What has been interesting is that, in the past, the direct tax collections were never published on a monthly basis. This puts more pressure on the income tax department to speed up collections and ensure speedy compliance. Such a transparent disclosure on a monthly basis also gives out the right signals about the financial situation of the government and its balance sheet. While indirect taxes are a barometer of the robustness of the corporate and industrial sector, the direct tax collections is a good index of consumption potential of the economy. This is good news for the consumption driven sectors in India.
The robustness is not just in the area of direct taxes, but also in indirect taxes. For instance, September 2022 saw robust GST collections of Rs1.48 trillion and this marks the third highest ever GST collections since the activity first began in July 2017. These indirect tax collections are also a barometer of the resilience shown by the Indian economy amidst global headwinds like rising inflation, recession fears, hawkishness of the central banks etc. Like in direct taxes, even on the indirect taxes front, the sharp improvement in collections is attributed to better compliance and use of technology; apart from economic growth.

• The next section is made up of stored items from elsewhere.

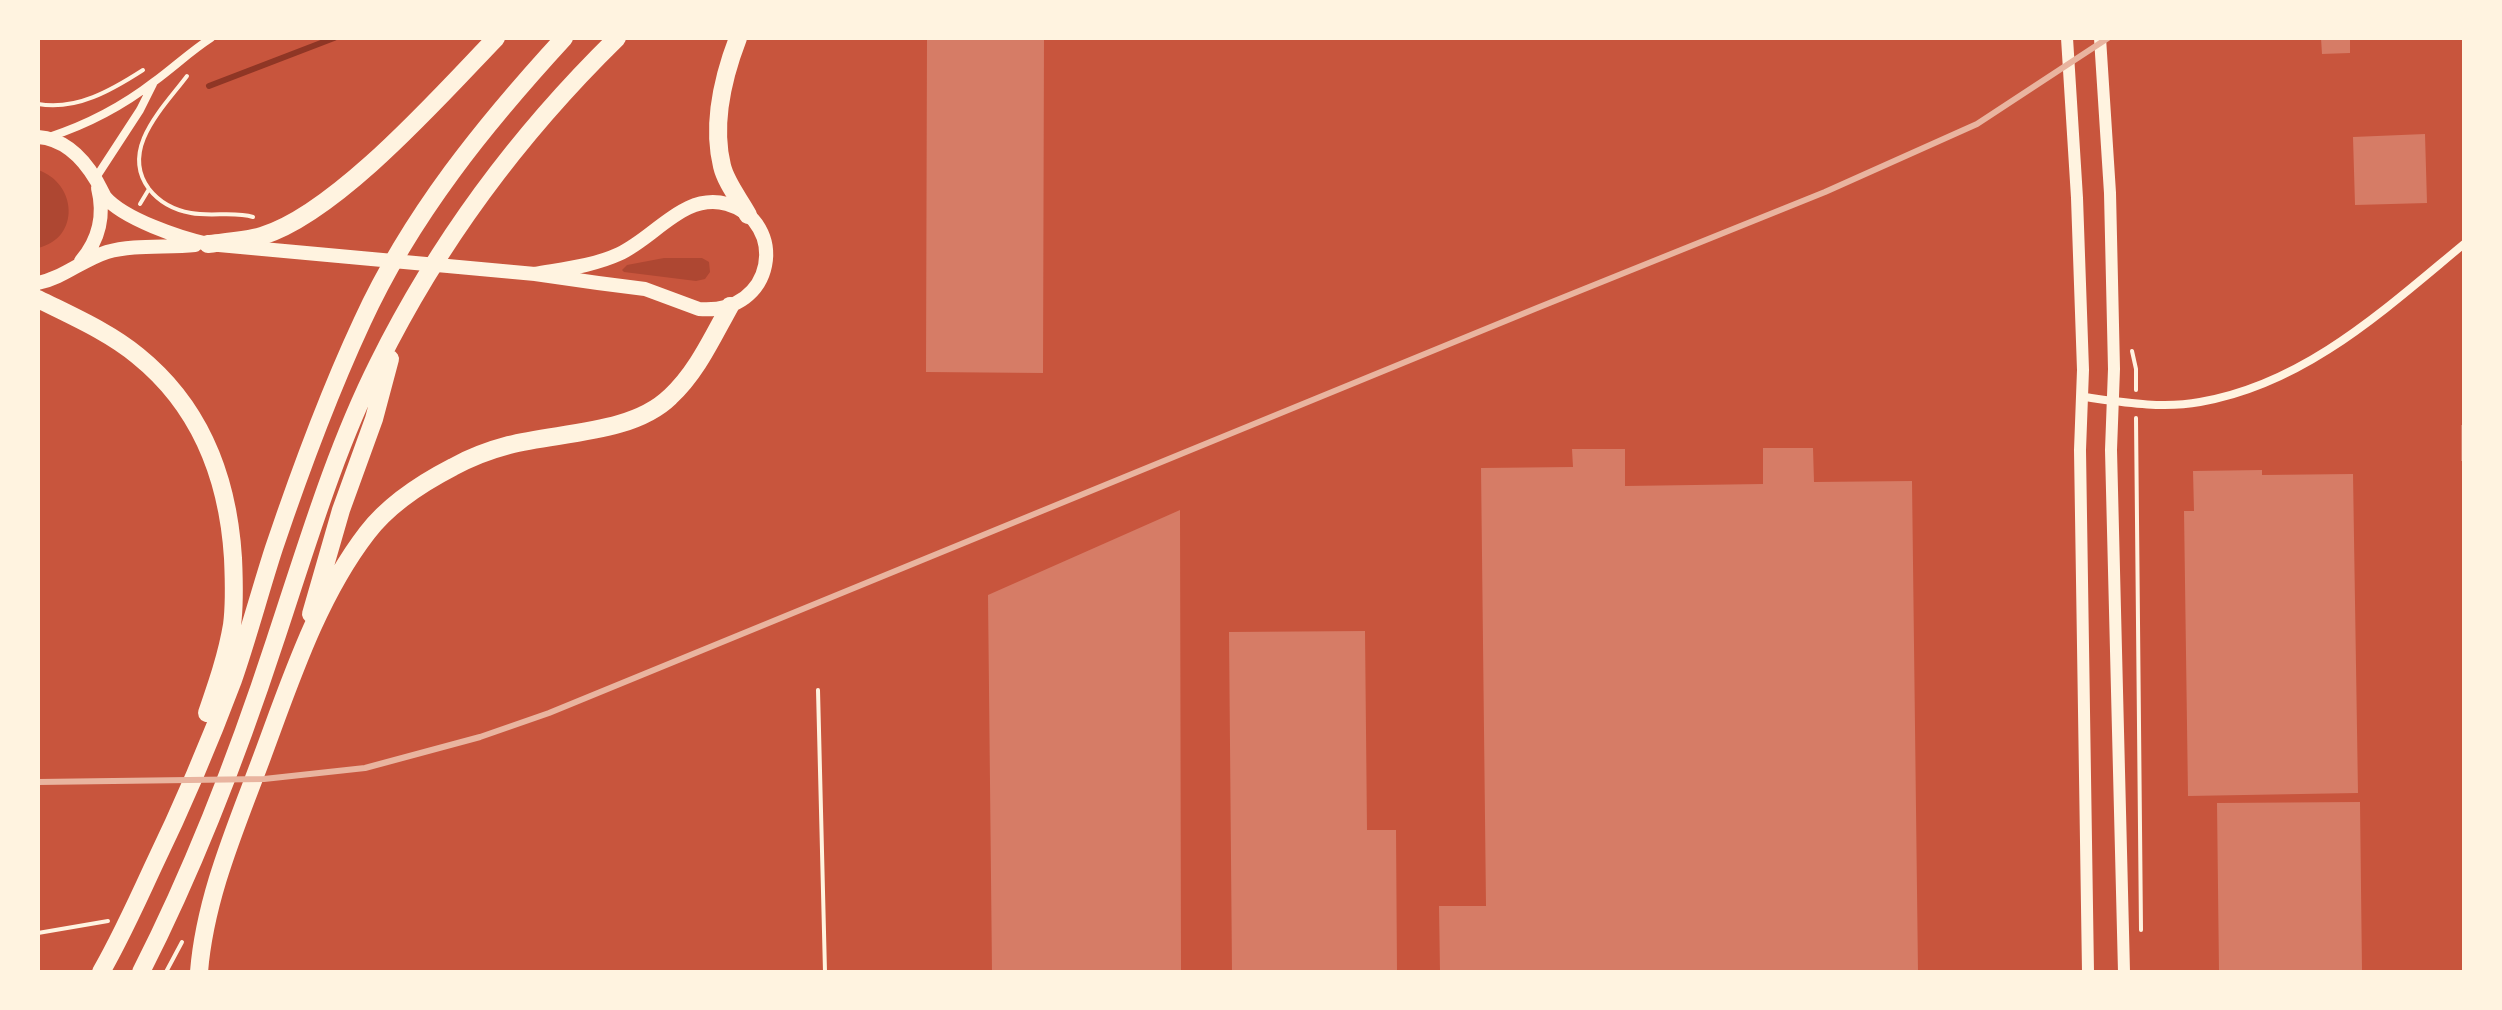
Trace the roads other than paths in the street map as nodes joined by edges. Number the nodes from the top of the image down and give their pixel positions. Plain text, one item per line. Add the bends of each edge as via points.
1 (211, 38) edge
2 (496, 38) edge
3 (564, 38) edge
4 (617, 38) edge
5 (738, 38) edge
6 (2067, 38) edge
7 (2100, 38) edge
8 (153, 83) junction
9 (41, 136) edge
10 (96, 180) junction
11 (748, 215) junction
12 (208, 244) junction
13 (2464, 244) edge
14 (76, 267) junction
15 (535, 274) junction
16 (38, 283) edge
17 (38, 299) edge
18 (730, 306) junction
19 (399, 325) junction
20 (2084, 397) junction
21 (2113, 401) junction
22 (292, 677) junction
23 (226, 678) junction
24 (101, 972) edge
25 (141, 972) edge
26 (199, 972) edge
27 (2088, 972) edge
28 (2124, 972) edge

1 - 8 street
2 - 12 highway via 385,150 328,198 264,235
3 - 23 highway via 474,141 411,231 363,320 316,430
4 - 19 highway via 508,159
5 - 11 highway via 720,109 718,141 722,168
6 - 20 street
7 - 21 street via 2110,193
8 - 9 street via 71,130
8 - 10 street
9 - 10 main road via 75,153
10 - 12 main road via 106,198 134,216 175,237
10 - 14 main road via 101,227 92,249
11 - 15 main road via 722,203 693,204 616,255
11 - 18 main road via 765,244 765,265 752,292
12 - 14 main road via 123,249
12 - 15 main road
13 - 21 street via 2365,326 2265,385 2198,402
14 - 16 main road
15 - 18 main road via 645,289 699,309
17 - 23 highway via 137,355 192,415 212,451 227,508 234,585
18 - 22 highway via 694,369 658,407 627,421 479,454 406,496 353,553
19 - 22 highway
19 - 25 highway via 339,455 195,858
20 - 21 street
20 - 27 street via 2080,450
21 - 28 street
22 - 26 highway via 224,857
23 - 24 highway via 200,764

According to experts, this surge in income tax collections can be largely attributed to strong economic recovery. There has been a sharp surge in the demand for skilled professionals in the job market and that has resulted in surge in pay packets, which is also reflected in growing tax collections. One must not forget that the robust performance of the stock markets has also resulted in sharp growth in STT collections, which is also part of direct tax collections. Overall, the cues are positive and indicate that consumption in India would stay robust in the coming quarters.

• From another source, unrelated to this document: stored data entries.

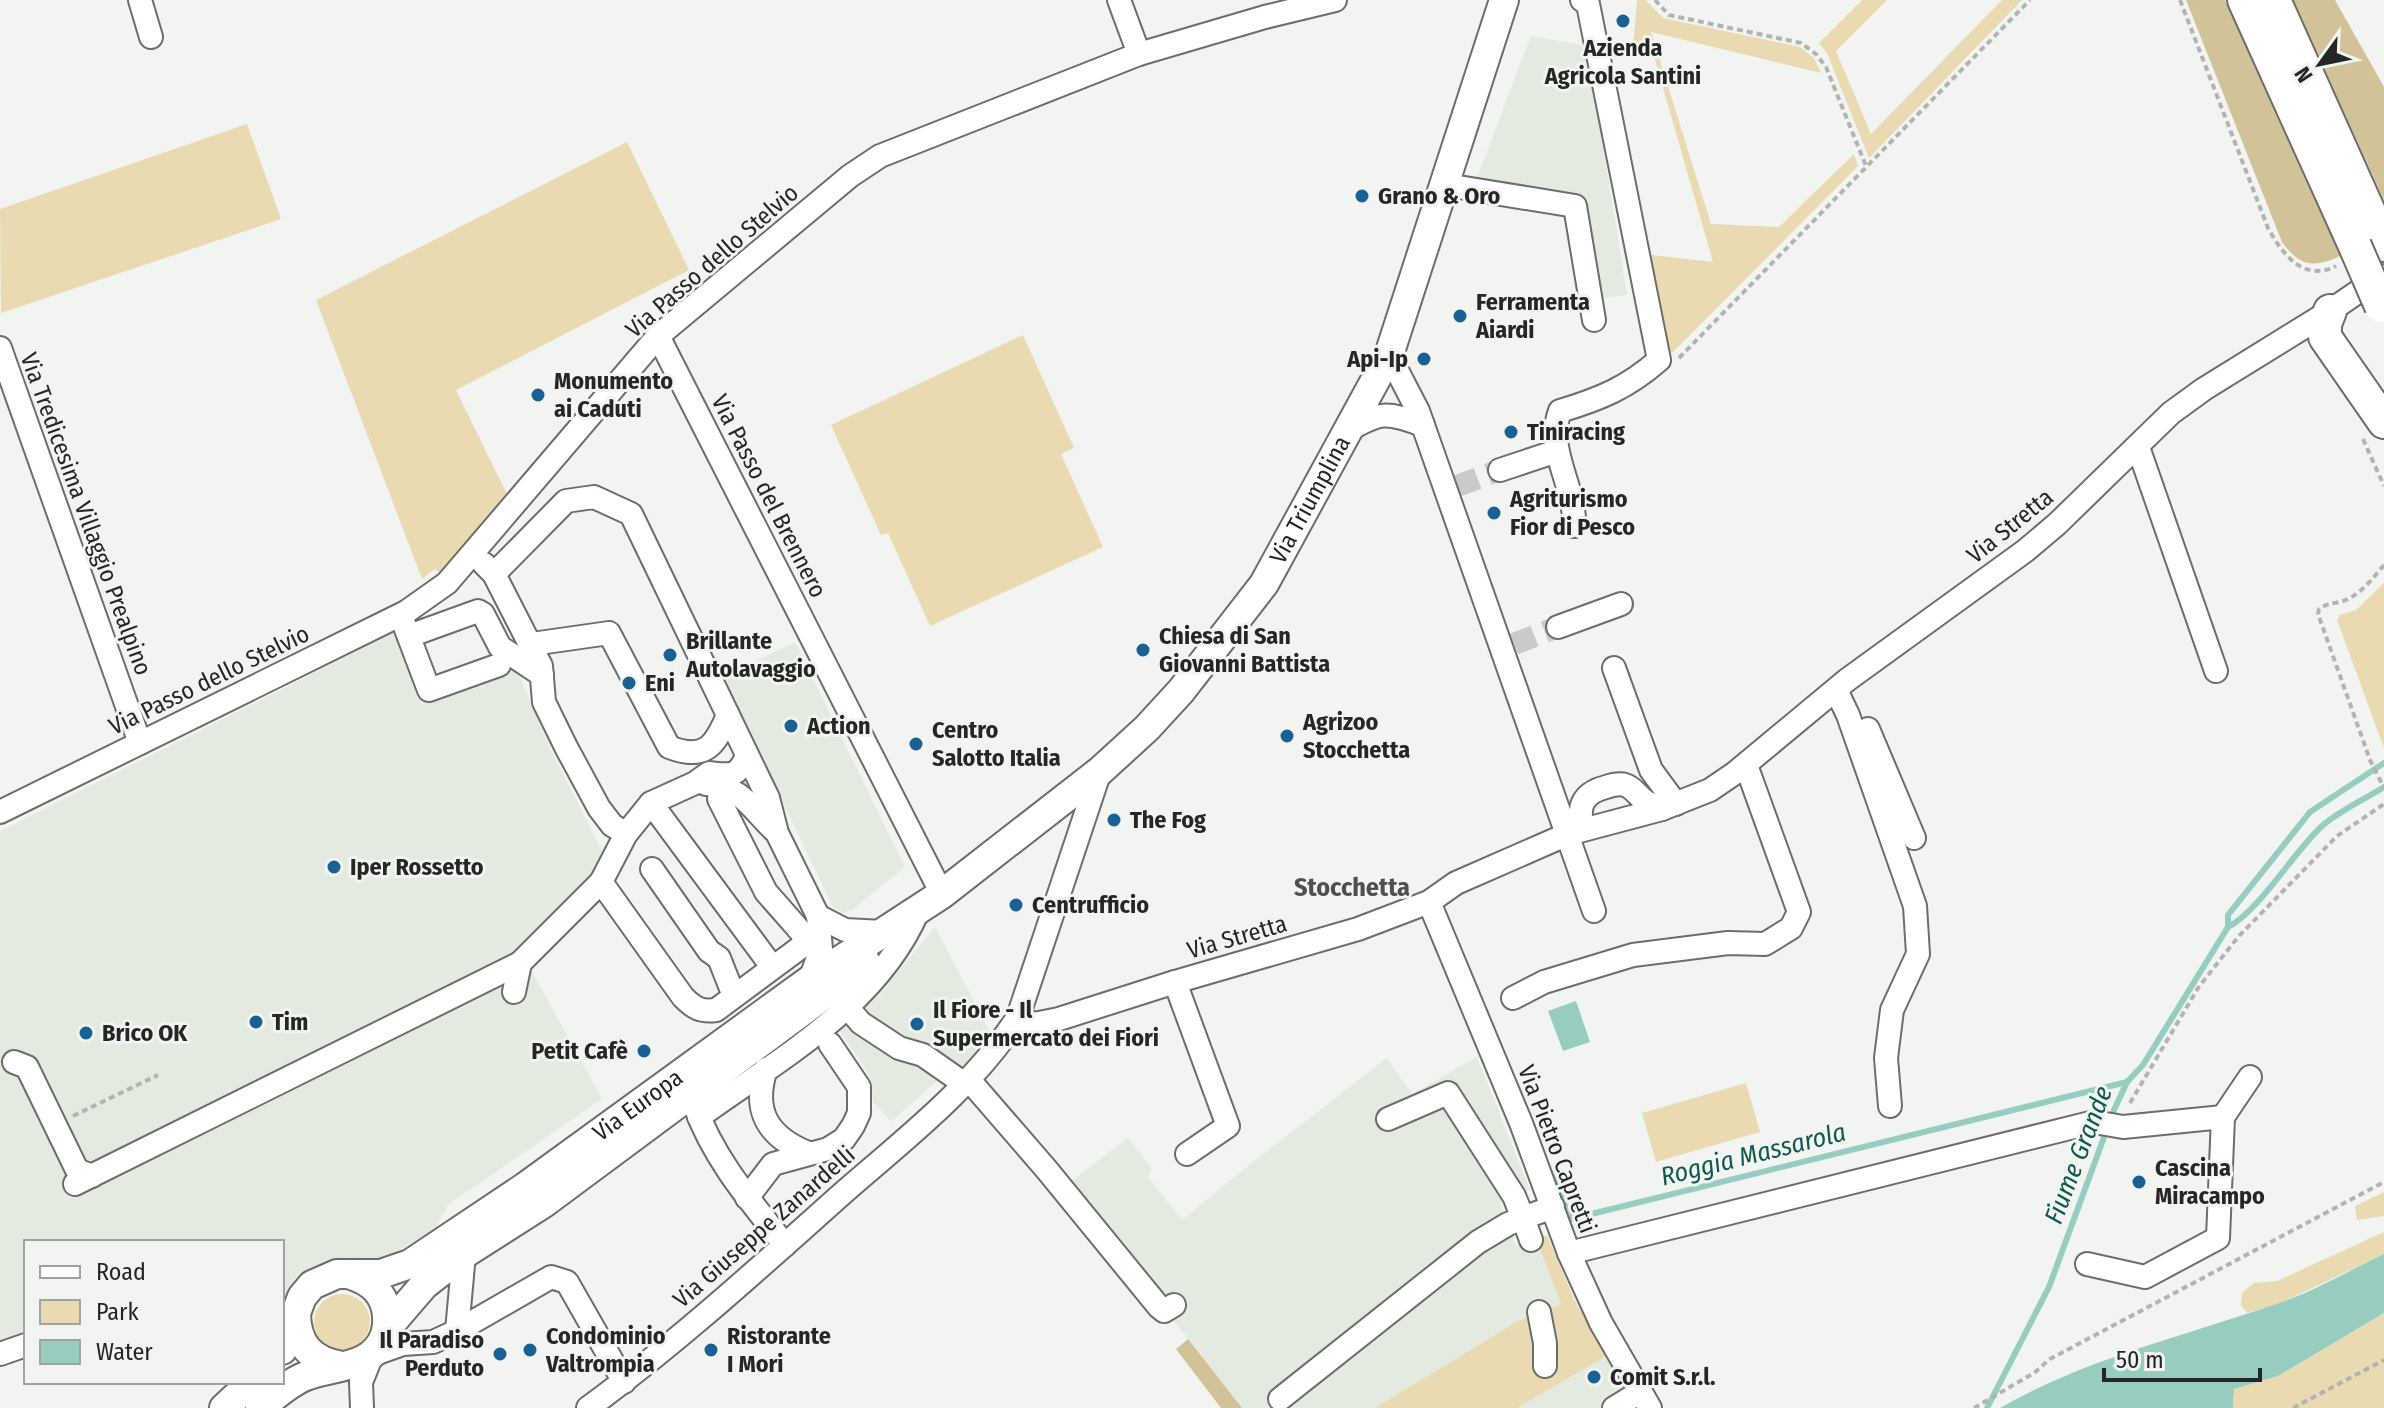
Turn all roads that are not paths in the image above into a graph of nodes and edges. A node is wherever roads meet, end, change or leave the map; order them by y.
1 (140, 0) edge
2 (1119, 0) edge
3 (1335, 0) edge
4 (1504, 0) edge
5 (1582, 0) edge
6 (2244, 0) edge
7 (2274, 0) edge
8 (151, 37) dead end
9 (1139, 54) junction
10 (1446, 185) junction
11 (2365, 246) edge
12 (2384, 274) edge
13 (2383, 309) edge
14 (2330, 311) junction
15 (1594, 320) dead end
16 (658, 336) junction
17 (0, 348) edge
18 (1389, 355) junction
19 (2384, 422) edge
20 (1423, 425) junction
21 (1347, 431) junction
22 (2138, 447) junction
23 (1557, 451) junction
24 (1500, 470) tunnel mouth
25 (1574, 526) dead end
26 (471, 553) junction
27 (494, 574) junction
28 (1621, 604) dead end
29 (405, 626) junction
30 (1558, 627) tunnel mouth
31 (532, 644) junction
32 (499, 665) dead end
33 (1614, 668) dead end
34 (2216, 671) dead end
35 (542, 675) junction
36 (1841, 685) junction
37 (728, 715) junction
38 (140, 743) junction
39 (747, 756) junction
40 (1746, 765) junction
41 (1100, 771) junction
42 (695, 783) junction
43 (719, 799) dead end
44 (651, 803) junction
45 (1669, 806) junction
46 (0, 812) edge
47 (1576, 832) junction
48 (777, 833) junction
49 (626, 834) junction
50 (1914, 838) dead end
51 (794, 867) junction
52 (652, 869) dead end
53 (601, 882) junction
54 (761, 882) junction
55 (942, 894) junction
56 (1429, 902) junction
57 (918, 911) junction
58 (1594, 911) dead end
59 (818, 916) junction
60 (884, 932) junction
61 (767, 960) tunnel mouth
62 (520, 963) junction
63 (810, 980) junction
64 (1175, 982) junction
65 (480, 989) junction
66 (1513, 998) dead end
67 (730, 999) junction
68 (847, 1007) junction
69 (1018, 1017) junction
70 (830, 1044) tunnel mouth
71 (14, 1062) dead end
72 (766, 1069) junction
73 (2250, 1077) dead end
74 (968, 1083) junction
75 (695, 1106) junction
76 (1890, 1106) dead end
77 (2223, 1117) junction
78 (1388, 1119) dead end
79 (808, 1153) junction
80 (1187, 1154) dead end
81 (747, 1198) junction
82 (1553, 1207) junction
83 (1523, 1218) junction
84 (1531, 1240) dead end
85 (785, 1245) junction
86 (1569, 1253) junction
87 (464, 1254) junction
88 (2087, 1264) dead end
89 (331, 1275) junction
90 (1174, 1305) dead end
91 (294, 1308) junction
92 (1539, 1312) dead end
93 (387, 1328) junction
94 (457, 1331) junction
95 (284, 1343) edge
96 (24, 1346) edge
97 (0, 1354) edge
98 (372, 1355) junction
99 (342, 1366) junction
100 (1545, 1366) dead end
101 (624, 1382) junction
102 (250, 1384) edge
103 (1280, 1399) dead end
104 (1645, 1400) edge
105 (224, 1408) edge
106 (260, 1408) edge
107 (362, 1408) edge
108 (588, 1408) edge
109 (1614, 1408) edge

1 - 8 street
2 - 9 street
3 - 9 street, Via Passo dello Stelvio
4 - 10 main road, Via Triumplina
5 - 23 street
6 - 11 highway
7 - 11 highway
9 - 16 street, Via Passo dello Stelvio
10 - 15 street
10 - 18 main road, Via Triumplina
11 - 13 highway, bridge
12 - 14 street, Via Stretta
14 - 19 highway
14 - 22 street, Via Stretta
16 - 26 street, Via Passo dello Stelvio
16 - 55 street, Via Passo del Brennero
17 - 38 street, Via Tredicesima Villaggio Prealpino
18 - 20 street
18 - 21 main road, Via Triumplina
20 - 21 street
20 - 47 street
21 - 41 main road, Via Triumplina
22 - 34 street
22 - 36 street, Via Stretta
23 - 24 street
23 - 25 street
26 - 27 street
26 - 29 street, Via Passo dello Stelvio
27 - 31 street
27 - 37 street
28 - 30 street
29 - 32 street
29 - 35 street
29 - 38 street, Via Passo dello Stelvio
31 - 35 street
31 - 37 street
33 - 45 street
35 - 49 street
36 - 40 street, Via Stretta
36 - 50 street
36 - 76 street
37 - 39 street
38 - 46 street, Via Passo dello Stelvio
39 - 42 street
39 - 48 street
40 - 45 street, Via Stretta
40 - 66 street
41 - 55 main road, Via Triumplina
41 - 69 street, Via Triumplina
42 - 44 street
42 - 48 street
43 - 54 street
44 - 49 street
44 - 61 street
45 - 47 street, Via Stretta
45 - 47 street
47 - 56 street, Via Stretta
47 - 58 street
48 - 51 street
49 - 53 street
51 - 54 street
51 - 59 street
52 - 67 street
53 - 62 street
53 - 67 street
54 - 67 street
55 - 57 main road, Via Europa
56 - 64 street, Via Stretta
56 - 82 street, Via Pietro Capretti
57 - 60 main road, Via Europa
57 - 68 street
57 - 75 main road, Via Europa
59 - 60 street
59 - 63 street
60 - 63 main road, Via Europa
62 - 65 street
62 - 65 street
63 - 89 main road, Via Europa
64 - 69 street, Via Stretta
64 - 80 street
65 - 71 street
68 - 72 street
68 - 74 street
69 - 74 street
70 - 79 street
72 - 75 street
72 - 79 street
73 - 77 street
74 - 85 street, Via Giuseppe Zanardelli
74 - 90 street
75 - 81 street
75 - 87 main road, Via Europa
77 - 86 street
77 - 88 street
78 - 83 street
79 - 81 street
81 - 85 street
82 - 83 street
82 - 86 street, Via Pietro Capretti
83 - 84 street
83 - 103 street
85 - 101 street, Via Giuseppe Zanardelli
86 - 104 street, Via Pietro Capretti
87 - 93 main road, Via Europa
87 - 94 street
89 - 91 main road
89 - 93 main road
91 - 95 main road
91 - 99 main road
92 - 100 street
93 - 98 main road, Via Europa
94 - 98 street
94 - 101 street
96 - 97 street
98 - 99 main road
98 - 107 street
99 - 106 main road
101 - 108 street, Via Giuseppe Zanardelli
102 - 105 main road
104 - 109 street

One of the big merits of such robust tax collections is that inflation is pretty steep at almost 7% on a consistent basis. Hence strong tax collections are kind of imperative for consumption to grow in material terms. But the biggest impact of robust tax collections has been visible in the borrowing numbers for the second half. The total borrowing target for H2FY23 was Rs6.02 trillion, but the government has been able to restrict the borrowings in the second half to Rs5.92 trillion. This lower borrowings of Rs10,000 crore stems from the confidence of the government in reporting robust tax collection numbers.